Perhaps, not having an enemy to fight against is what is keeping me focused. I don’t see “that person’s face” when I sleep at night. There is no awkwardness when he/she walks into the room. I have accepted that my fight is a fight “for” rather than a fight “against.” Simply put, I fight for our daughter to be born and to live. My fight daily brings me to my knees and I feel closeness to the Lord that strengthens me. My fight drives me to the pages of Holy Scripture to immerse myself into the Story that imparts hope. My fight pushes me to seek out the prayers of the saints who have allowed our suffering to become their own.

Simply put, I fight for our daughter to be born and to live.

I am not theologically naïve to believe that somehow I am wrestling with God or that my family is being tested. Instead, we are confronted by the frailty of the human condition that cannot save itself. Yet, at the same time, we are placing a degree of trust in human ingenuity that can operate on a baby’s heart soon after birth.

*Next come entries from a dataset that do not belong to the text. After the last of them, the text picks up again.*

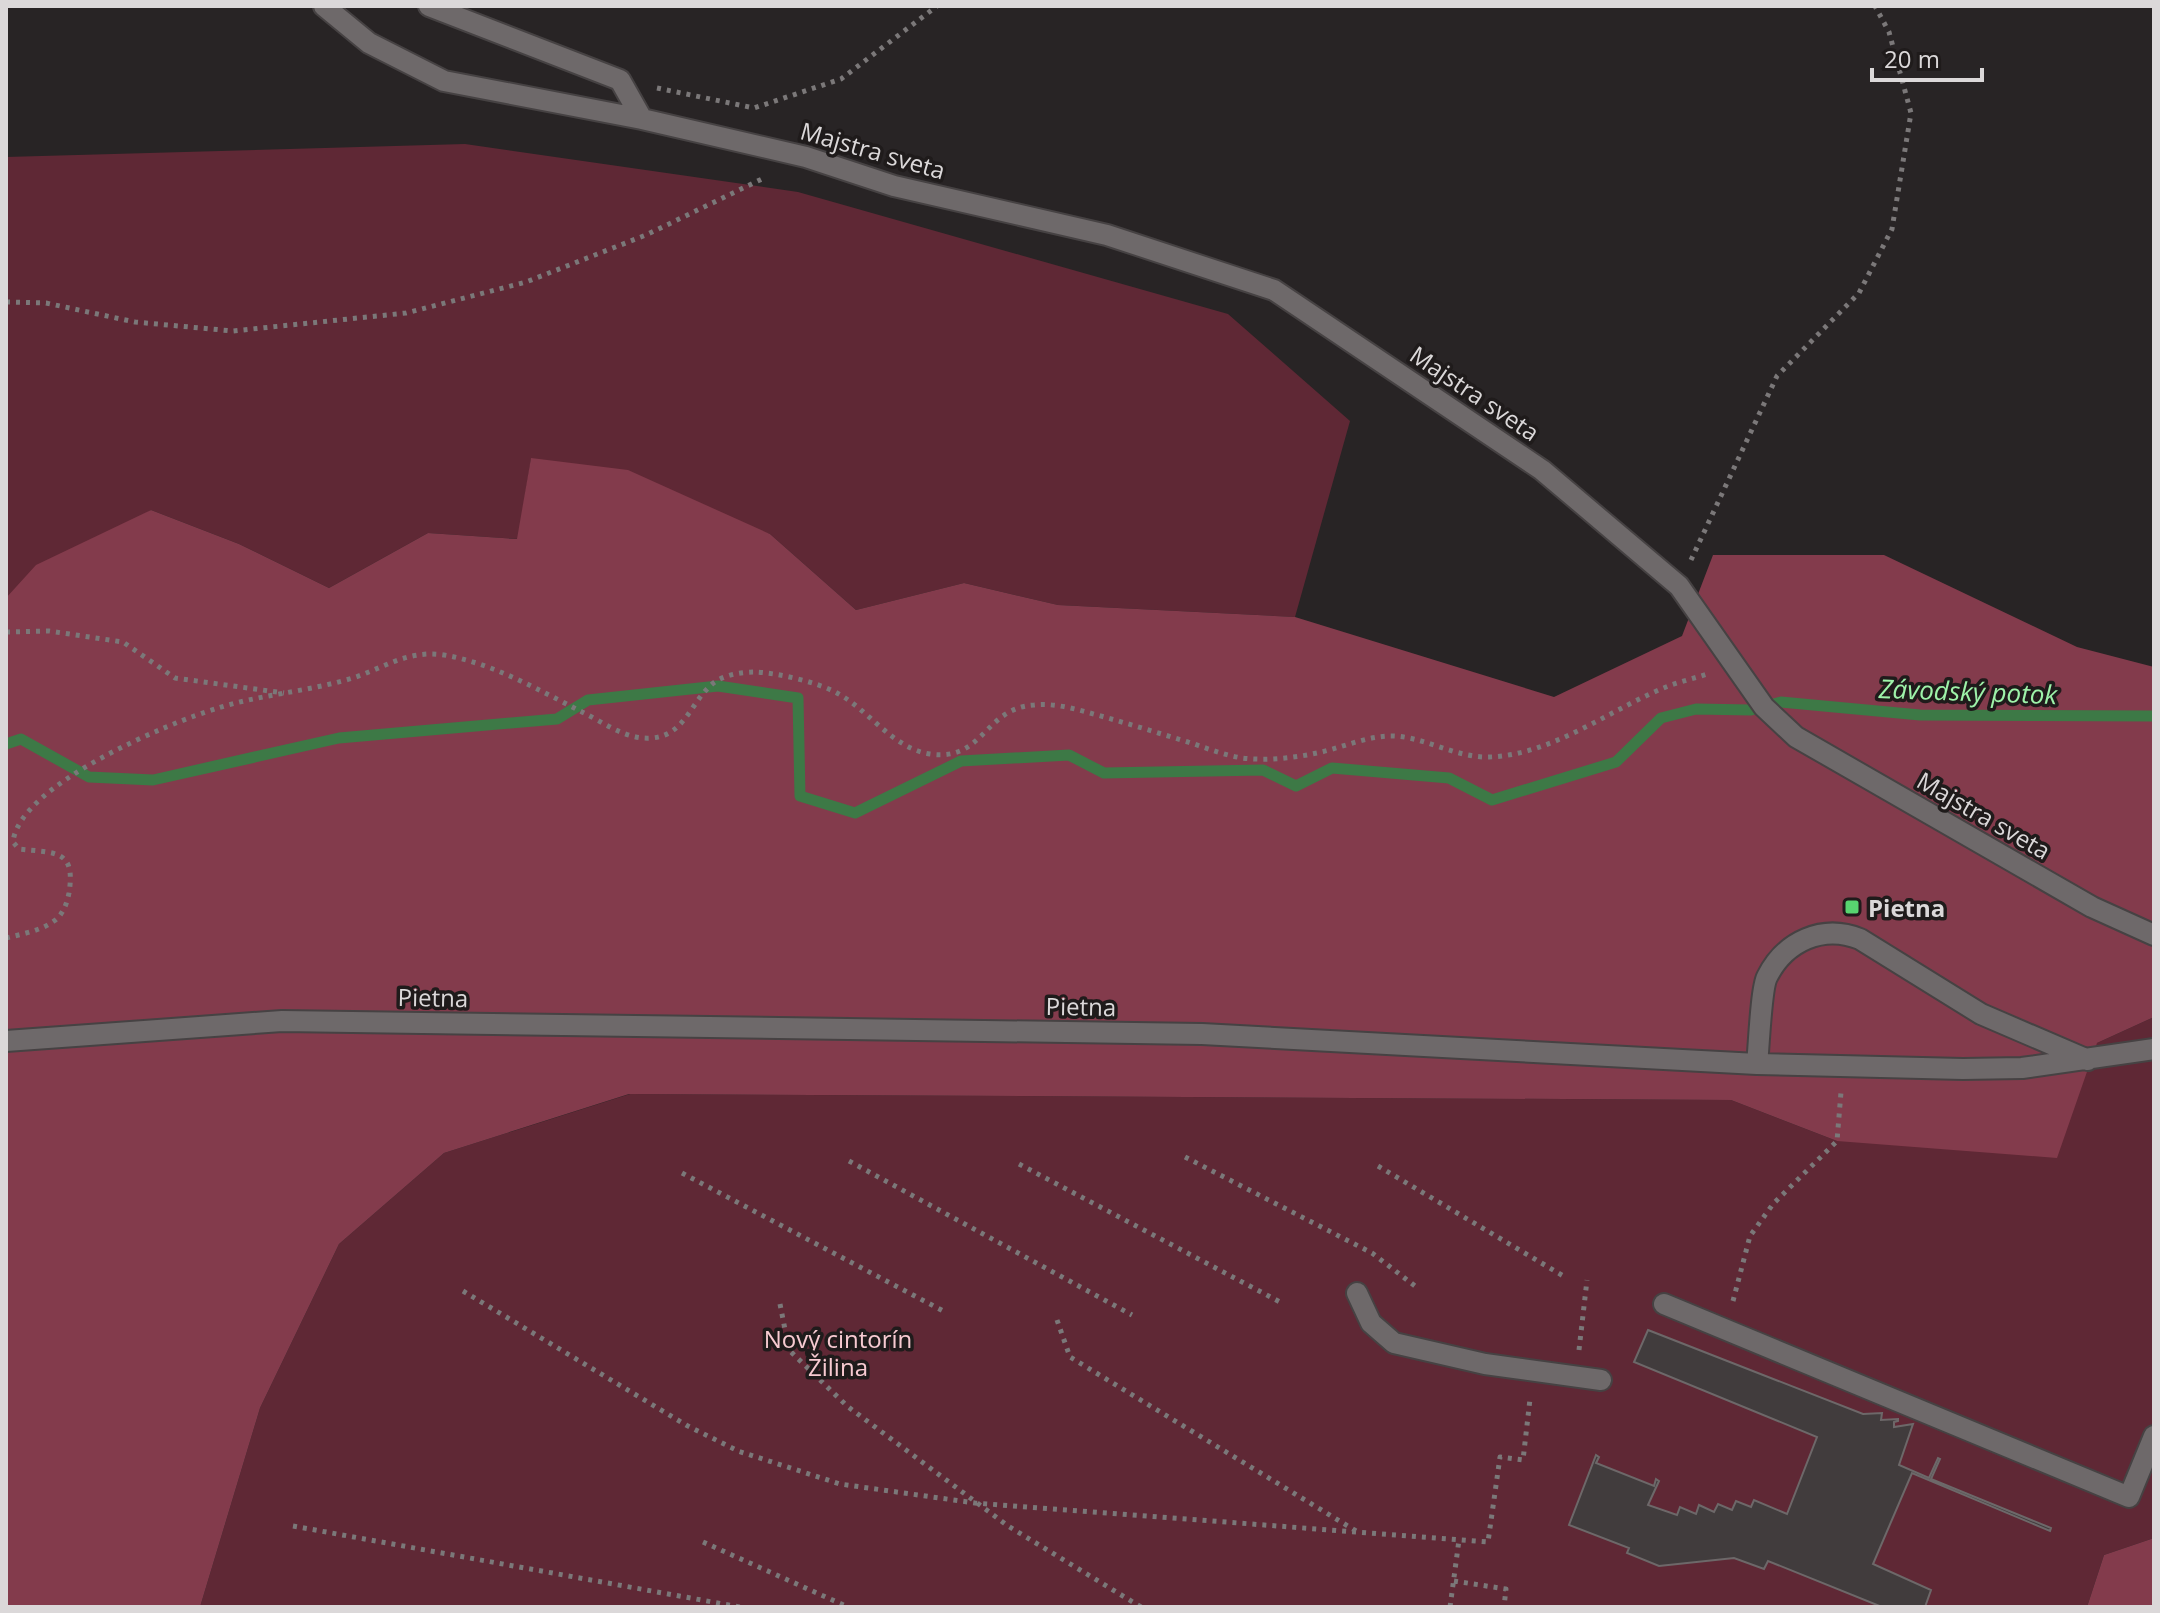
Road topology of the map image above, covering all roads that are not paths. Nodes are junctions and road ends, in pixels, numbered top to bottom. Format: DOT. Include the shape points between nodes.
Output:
graph roads {
  1 [pos="324,6"];
  2 [pos="429,6"];
  3 [pos="642,119"];
  4 [pos="2154,935"];
  5 [pos="6,1041"];
  6 [pos="2154,1049"];
  7 [pos="2088,1060"];
  8 [pos="1757,1064"];
  9 [pos="1357,1293"];
  10 [pos="1664,1304"];
  11 [pos="1601,1380"];
  12 [pos="2154,1436"];
  1 -- 3 [label="street, Majstra sveta" via="369,43 444,81"];
  2 -- 3 [label="street" via="620,80"];
  3 -- 4 [label="street, Majstra sveta" via="806,157 894,186 1107,235 1274,290 1542,470 1679,586 1764,707 1796,737 2092,907"];
  5 -- 8 [label="street, Pietna" via="282,1021 1202,1034"];
  6 -- 7 [label="street, Pietna"];
  7 -- 8 [label="street, Pietna" via="2022,1068"];
  7 -- 8 [label="street" via="1981,1014 1860,939 1829,932 1791,945 1766,979"];
  9 -- 11 [label="street" via="1371,1323 1394,1343 1485,1364"];
  10 -- 12 [label="street" via="2129,1497"];
}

I believe that God is greater than critical congenital heart defects and human ingenuity. I believe that Jesus can heal. I believe that the Spirit is at work in this situation in ways we cannot see. I also believe that as I fight for my daughter’s life, I am called to fight for other children whose fate is uncertain. As I sit in different doctor’s offices, I now look at the faces of those who sit in anticipation of the “news” and pray for them. I no longer cling to my conscious ignorance toward those “sick” people who are all around me. This fight for our daughter’s life has opened me to the fight of others. At this time in my family’s life, these words of Jesus feel especially real, “ in me you may have peace. In this world you will have trouble. But take heart! I have overcome the world” (John 16:33, NIV).

The Rev. Keith Kaufold ’07/’12 is the lead pastor of a circuit that includes United Methodist Churches in West Homestead, Swissvale, and Millville; pastor of Community United Methodist Church in Aspinwall; and founding pastor of Eighth Avenue Place—a church plant and Christian community that confronts the ignorance that perpetuates racism and lives and ministers together in the name of Jesus Christ. Keith is currently enrolled in the master’s in social work program at California University of Pennsylvania.


11/17 2017

Did We Really Do Things Better Back Then?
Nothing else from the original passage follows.